◆ Required work: Repeat, exactly and with no pictures, the lines that run from the beginning of the entries through the line containing "Road topology of".

◆ The data:
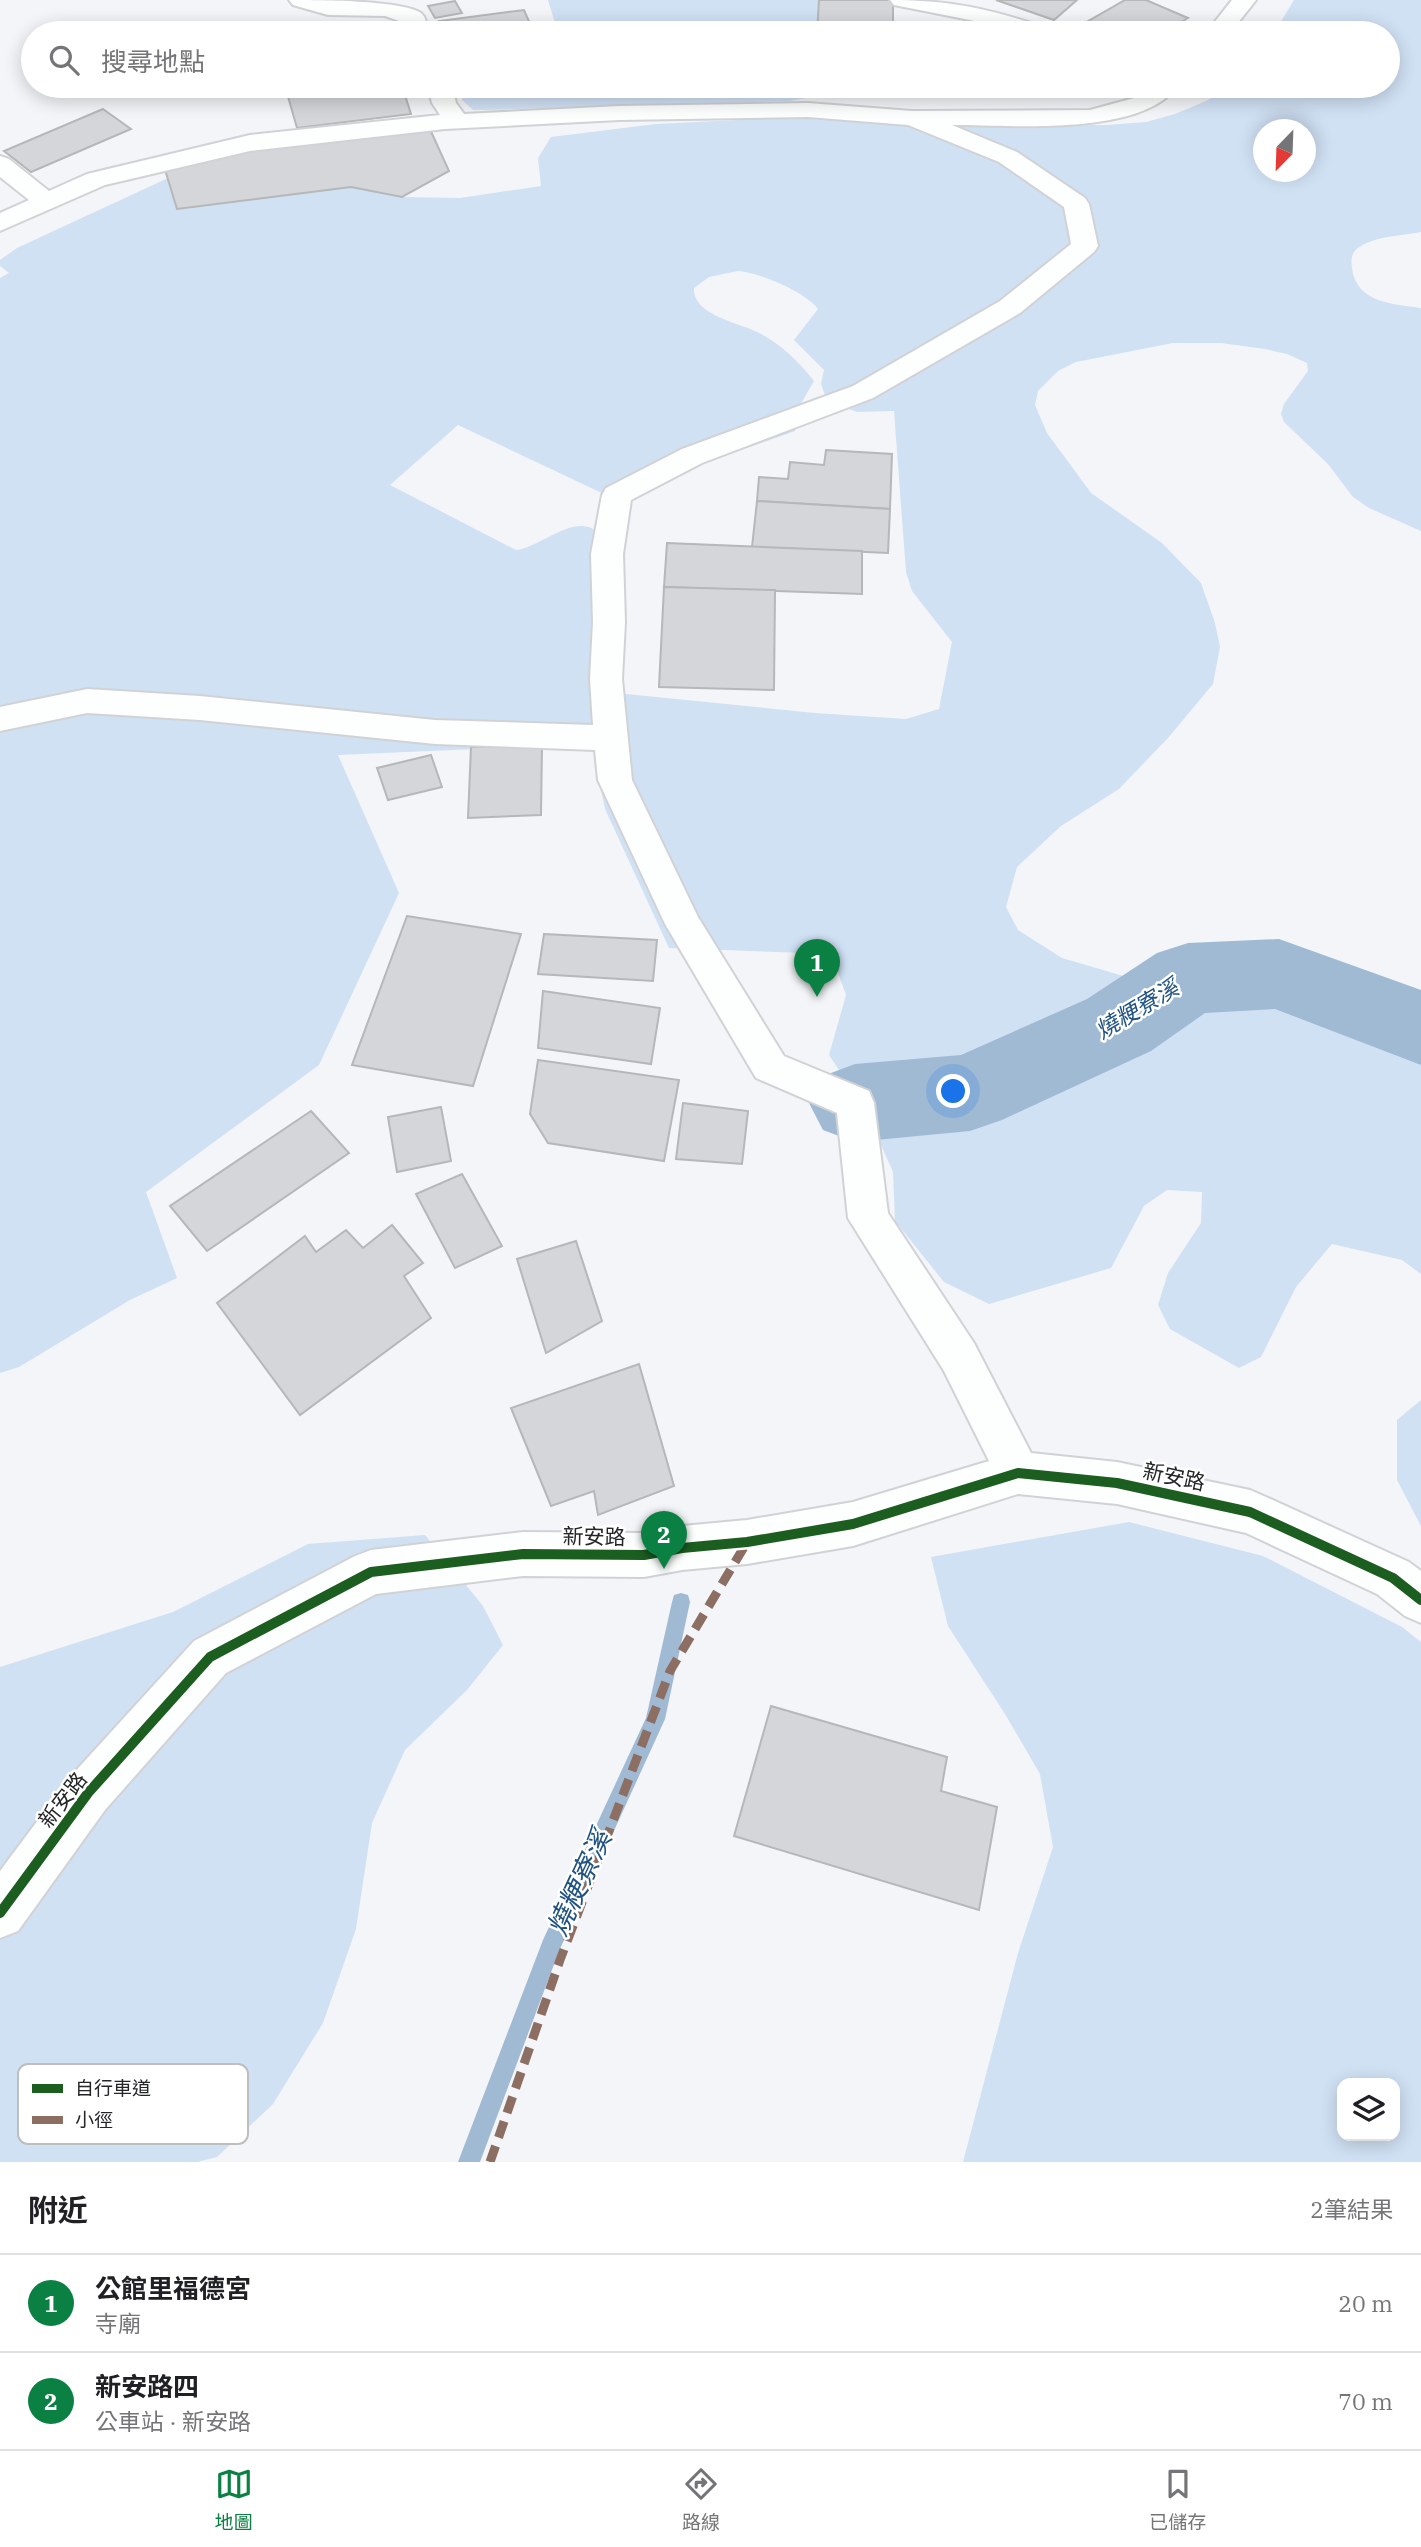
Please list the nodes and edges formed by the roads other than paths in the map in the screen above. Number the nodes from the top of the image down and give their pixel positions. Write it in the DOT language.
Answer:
graph roads {
  1 [pos="301,0"];
  2 [pos="902,0"];
  3 [pos="1244,0"];
  4 [pos="414,21"];
  5 [pos="1004,21"];
  6 [pos="1227,21"];
  7 [pos="443,98"];
  8 [pos="1152,98"];
  9 [pos="912,118"];
  10 [pos="457,121"];
  11 [pos="0,164"];
  12 [pos="47,202"];
  13 [pos="0,223"];
  14 [pos="0,719"];
  15 [pos="611,738"];
  16 [pos="1018,1473"];
  17 [pos="1421,1600"];
  18 [pos="0,1913"];
  1 -- 4 [label="street"];
  2 -- 5 [label="street"];
  3 -- 6 [label="street"];
  7 -- 10 [label="street"];
  8 -- 9 [label="street"];
  9 -- 10 [label="street"];
  9 -- 15 [label="street"];
  10 -- 12 [label="street"];
  11 -- 12 [label="street"];
  12 -- 13 [label="street"];
  14 -- 15 [label="street"];
  15 -- 16 [label="street"];
  16 -- 17 [label="street, 新安路"];
  16 -- 18 [label="street, 新安路"];
}
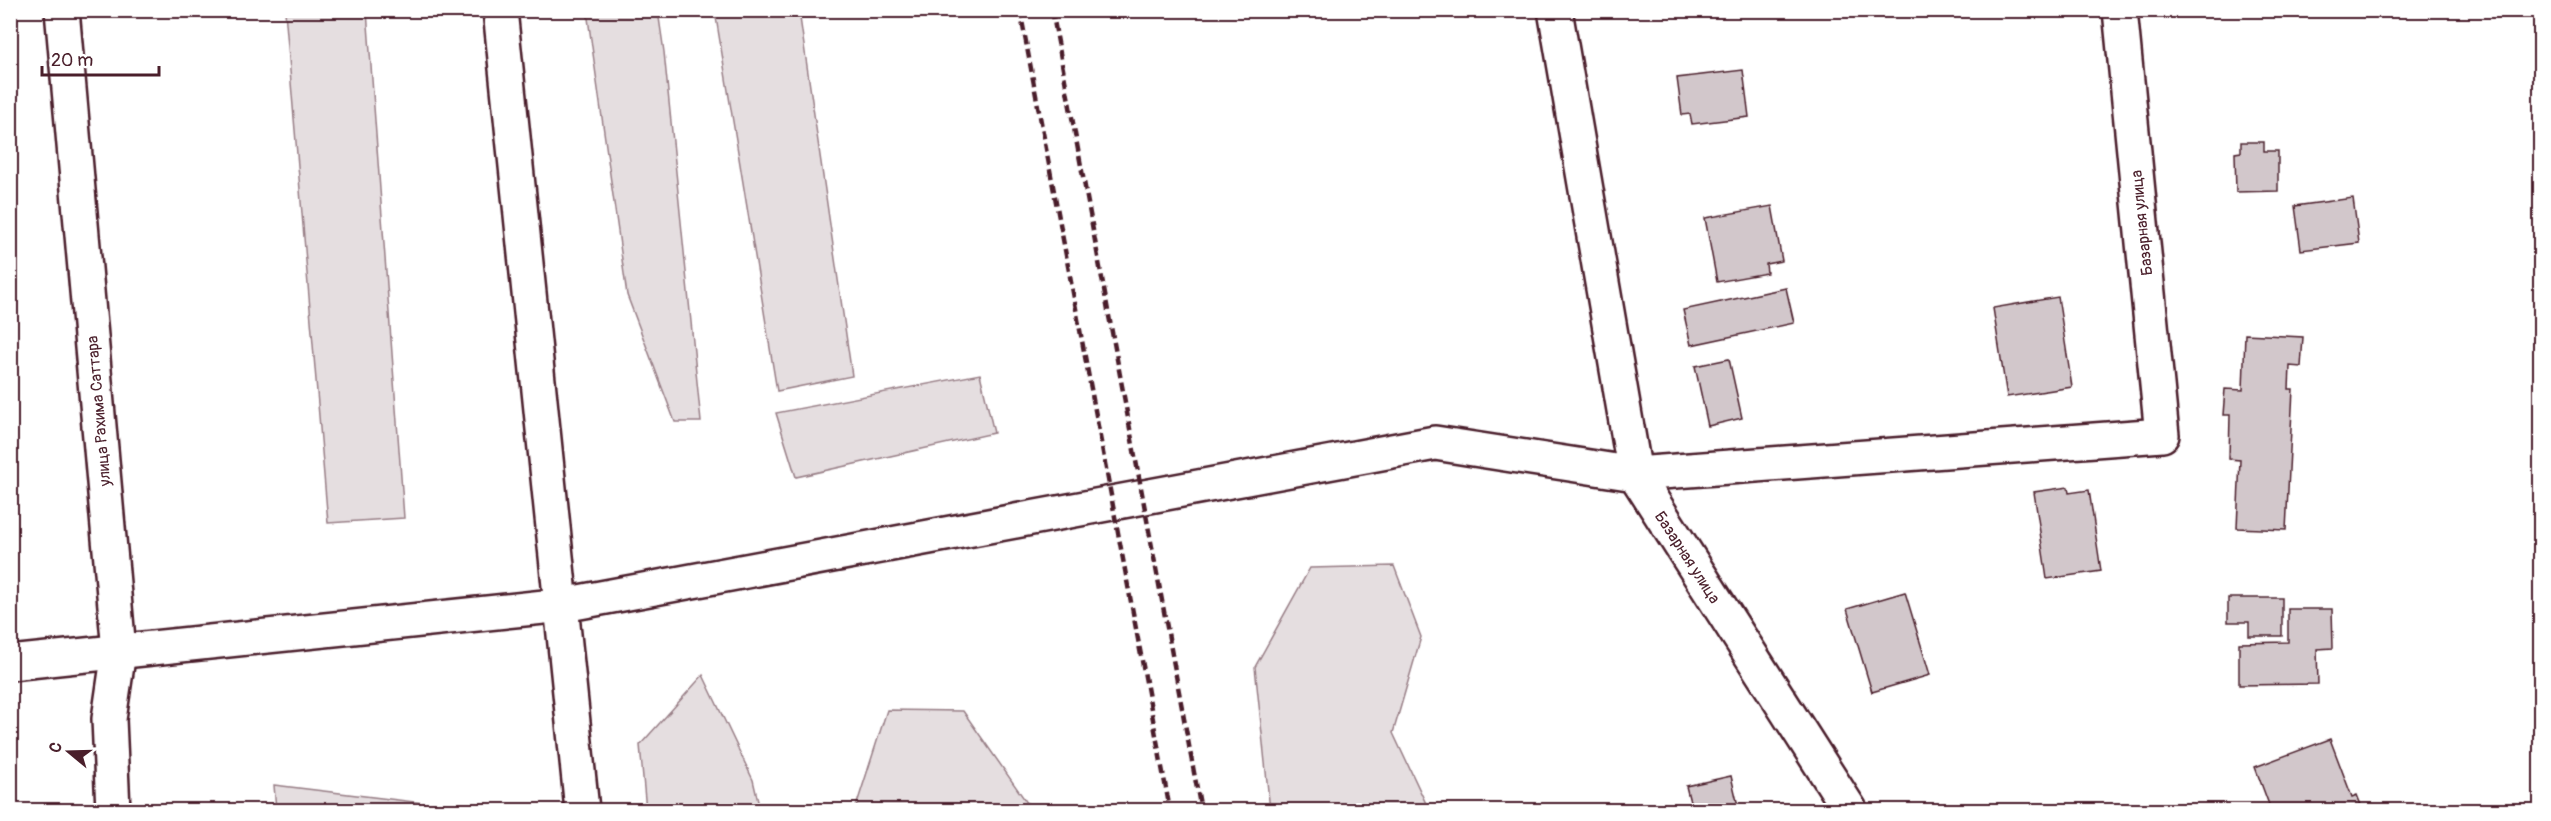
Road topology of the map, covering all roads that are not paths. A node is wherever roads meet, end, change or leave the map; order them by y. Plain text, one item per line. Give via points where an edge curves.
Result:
1 (62, 10) edge
2 (500, 10) edge
3 (1555, 10) edge
4 (2120, 10) edge
5 (1635, 474) junction
6 (562, 605) junction
7 (119, 651) junction
8 (10, 663) edge
9 (112, 810) edge
10 (582, 810) edge
11 (1850, 810) edge

1 - 7 street, улица Рахима Саттара
2 - 6 street
3 - 5 street
4 - 5 street, Базарная улица via 2162,435
5 - 6 street via 1435,443
5 - 11 street, Базарная улица
6 - 7 street
6 - 10 street
7 - 8 street
7 - 9 street, улица Рахима Саттара via 109,719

◆ Exercise response:
Please list the nodes and edges formed by the roads other than paths in the map in the screen above. Number the nodes from the top of the image down and give their pixel positions. Write it in the DOT language.
Answer:
graph roads {
  1 [pos="301,0"];
  2 [pos="902,0"];
  3 [pos="1244,0"];
  4 [pos="414,21"];
  5 [pos="1004,21"];
  6 [pos="1227,21"];
  7 [pos="443,98"];
  8 [pos="1152,98"];
  9 [pos="912,118"];
  10 [pos="457,121"];
  11 [pos="0,164"];
  12 [pos="47,202"];
  13 [pos="0,223"];
  14 [pos="0,719"];
  15 [pos="611,738"];
  16 [pos="1018,1473"];
  17 [pos="1421,1600"];
  18 [pos="0,1913"];
  1 -- 4 [label="street"];
  2 -- 5 [label="street"];
  3 -- 6 [label="street"];
  7 -- 10 [label="street"];
  8 -- 9 [label="street"];
  9 -- 10 [label="street"];
  9 -- 15 [label="street"];
  10 -- 12 [label="street"];
  11 -- 12 [label="street"];
  12 -- 13 [label="street"];
  14 -- 15 [label="street"];
  15 -- 16 [label="street"];
  16 -- 17 [label="street, 新安路"];
  16 -- 18 [label="street, 新安路"];
}
Road topology of the map, covering all roads that are not paths. A node is wherever roads meet, end, change or leave the map; order them by y. Plain text, one item per line. Give via points where an edge curves.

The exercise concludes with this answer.